“It is a lonely thing, to a die in a world that is not your own.”
My latest short story, “Water and Brimstone,” is now available in the October 2025 One-Year Anniversary issue of Macabre Magazine, just in time for Halloween!
It is the story of two brothers in colonial America who uncover a way to free their village from the rule of five despotic warlocks. It is a story of the magic of true names, of transformation, and of parallel worlds. I hope you enjoy it.
My deepest thanks to Jimmy Blakemore, Alexis Samuels, and the readers and editorial staff at Macabre Magazine for selecting this story. This story is very important to me. I submitted it twelve times over the course of a year and a half, so I am thrilled that it has finally been given a home.
Only keep scrolling if you’re interested in background information on what inspired the story.
This story came from the collision and combination of a few different ideas.
First was actually a bit of inspiration from the movie Spider-Man: Across the Spider-Verse. One of many striking images from that film is the iteration of Vulture that breaks through into Gwen Stacy’s world. The character is styled like one of the drawings of Leonardo da Vinci and accompanied by grandiose, operatic voices. He’s a villain. He’s dangerous. But it struck me as incredibly lonely, this anachronistic being yanked from his own world and trapped in a bizarre parallel one just in time to be captured. The lone representative of a world of Renaissance pencil-and-paper, thrust into a future world of chrome and color, surrounded suddenly by forces fighting to shut him down. The seed was planted for the opening paragraph before I knew how the rest of the story would go. Somebody from a bygone era, trapped by the cruel mechanics of a parallel world, stuck on the other side of the looking glass.
This idea linked up with another, more general idea. Many people describe the original Star Wars film as sci-fi-fantasy: a fantasy adventure at heart with sci-fi cosmetics. I was intrigued by the idea of the opposite: something magical with a fantasy aesthetic, but with a sci-fi concept as its engine. The idea of an antique parallel world inspired by Across the Spider-Verse instantly coupled with this reverse fantasy-sci-fi. It was time to stick a multiverse plotline into a magical setting centuries past, not today, not in the future.
The last bit of inspiration that got rolled into this story came from Ursula K. Le Guin’s Earthsea stories, along with other stories that dabble with the magic of the “true name.” The essential name for a thing that, when wielded, gives the speaker power over the thing. It was a fantasy concept that I was anxious to explore, and that naturally found its way into this story as well.

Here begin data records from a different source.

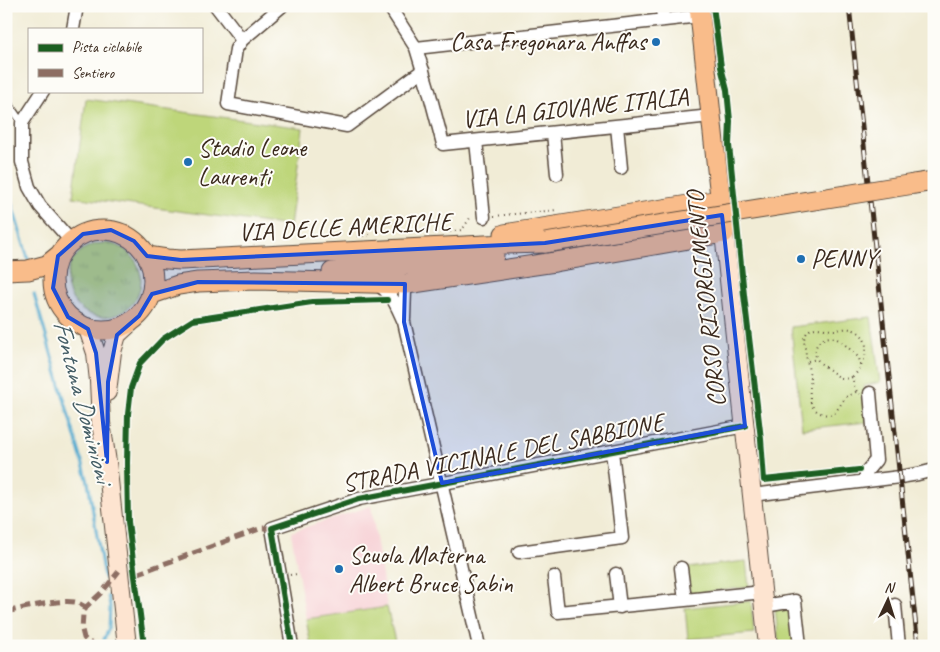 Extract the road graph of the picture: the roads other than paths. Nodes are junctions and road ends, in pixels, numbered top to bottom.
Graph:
1 (77, 6) edge
2 (216, 6) edge
3 (282, 6) edge
4 (389, 6) edge
5 (662, 6) edge
6 (700, 11) edge
7 (664, 20) junction
8 (73, 28) edge
9 (242, 40) junction
10 (416, 48) junction
11 (423, 70) junction
12 (42, 92) edge
13 (6, 100) edge
14 (711, 116) junction
15 (22, 123) junction
16 (617, 126) junction
17 (553, 132) junction
18 (476, 141) junction
19 (621, 168) dead end
20 (557, 174) dead end
21 (934, 181) edge
22 (720, 200) junction
23 (481, 217) road end
24 (724, 233) junction
25 (71, 234) junction
26 (546, 243) junction
27 (418, 248) junction
28 (147, 250) junction
29 (58, 256) junction
30 (443, 261) junction
31 (6, 271) edge
32 (6, 278) edge
33 (256, 280) junction
34 (374, 283) junction
35 (407, 284) junction
36 (53, 288) junction
37 (152, 294) junction
38 (404, 322) junction
39 (130, 323) junction
40 (88, 328) junction
41 (870, 396) road end
42 (745, 426) junction
43 (612, 451) junction
44 (107, 462) junction
45 (934, 470) edge
46 (866, 481) junction
47 (442, 483) junction
48 (752, 495) junction
49 (519, 552) dead end
50 (681, 568) dead end
51 (616, 574) dead end
52 (554, 576) dead end
53 (763, 599) junction
54 (685, 600) junction
55 (895, 605) dead end
56 (620, 606) junction
57 (127, 646) edge
58 (292, 646) edge
59 (479, 646) edge
60 (768, 646) edge
61 (800, 646) edge
62 (899, 646) edge

1 - 8 street
2 - 9 street
3 - 9 street
4 - 10 street
5 - 7 street
6 - 7 street
6 - 14 main road, CORSO RISORGIMENTO
7 - 10 street
9 - 11 street
10 - 11 street
11 - 18 street, VIA LA GIOVANE ITALIA
12 - 15 street
13 - 15 lane
14 - 16 street, VIA LA GIOVANE ITALIA
14 - 22 main road, CORSO RISORGIMENTO
15 - 25 street
16 - 17 street, VIA LA GIOVANE ITALIA
16 - 19 street
17 - 18 street, VIA LA GIOVANE ITALIA
17 - 20 street
18 - 23 street
21 - 26 main road, VIA DELLE AMERICHE, bridge
22 - 24 main road, CORSO RISORGIMENTO
22 - 27 main road
24 - 35 main road
24 - 42 main road, CORSO RISORGIMENTO
25 - 28 main road
25 - 29 main road
26 - 27 main road, VIA DELLE AMERICHE
26 - 30 main road, VIA DELLE AMERICHE
27 - 28 main road, VIA DELLE AMERICHE
28 - 37 main road
29 - 31 main road
29 - 36 main road
30 - 33 main road, VIA DELLE AMERICHE
30 - 35 main road
32 - 36 main road
33 - 34 main road
33 - 37 main road
34 - 35 main road
34 - 38 street
35 - 38 street
36 - 40 main road
37 - 39 main road
38 - 47 street
39 - 40 main road
39 - 44 main road
40 - 44 main road
41 - 46 street
42 - 43 street, STRADA VICINALE DEL SABBIONE
42 - 48 main road, CORSO RISORGIMENTO
43 - 47 street, STRADA VICINALE DEL SABBIONE
43 - 49 street
44 - 57 main road
45 - 46 street
46 - 48 street
47 - 58 street, STRADA VICINALE DEL SABBIONE
47 - 59 street
48 - 53 main road, CORSO RISORGIMENTO
50 - 54 street
51 - 56 street
52 - 56 street
53 - 54 street
53 - 60 main road, CORSO RISORGIMENTO
53 - 61 street
54 - 56 street
55 - 62 street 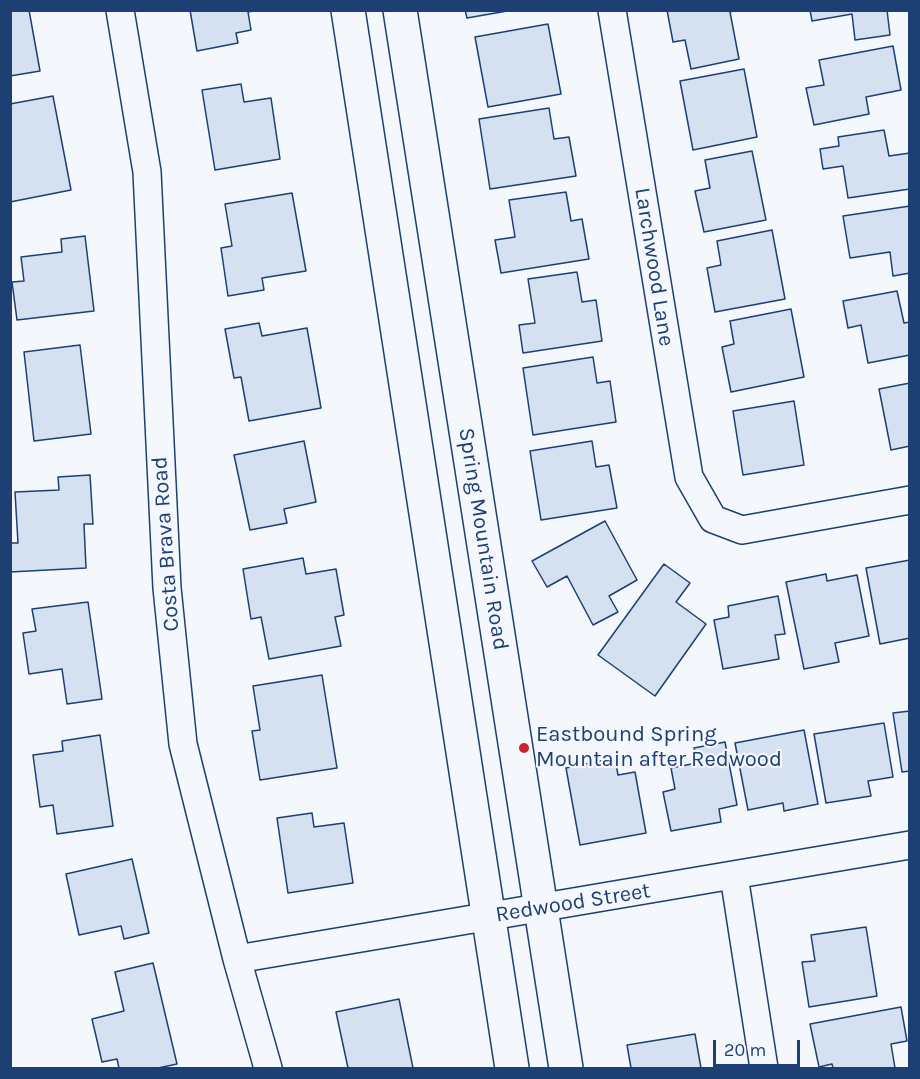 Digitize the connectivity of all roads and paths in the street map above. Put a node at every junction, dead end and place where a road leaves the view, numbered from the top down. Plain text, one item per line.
1 (120, 10) edge
2 (348, 10) edge
3 (400, 10) edge
4 (612, 10) edge
5 (909, 500) edge
6 (909, 845) edge
7 (734, 876) junction
8 (541, 909) junction
9 (489, 917) junction
10 (237, 959) junction
11 (268, 1068) edge
12 (512, 1068) edge
13 (566, 1068) edge
14 (764, 1068) edge

1 - 10 street, Costa Brava Road
2 - 9 main road
3 - 8 main road, Spring Mountain Road
4 - 5 street, Larchwood Lane
6 - 7 street, Redwood Street
7 - 8 street, Redwood Street
7 - 14 street
8 - 9 street, Redwood Street
8 - 13 main road, Spring Mountain Road
9 - 10 street, Redwood Street
9 - 12 main road
10 - 11 street, Costa Brava Road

There’s more that went into this story, but it was important to me to share some information about the amazing works that inspired me over the course of writing this. Thank you for reading. Thank you for your time. I never want to take it for granted. Wow, I’m appreciative to Macabre for sharing this one. Friendly reminder to other writers on their journey to publication that patience is your best weapon in this journey. It’s a marathon, not a sprint. Keep submitting! And keep writing!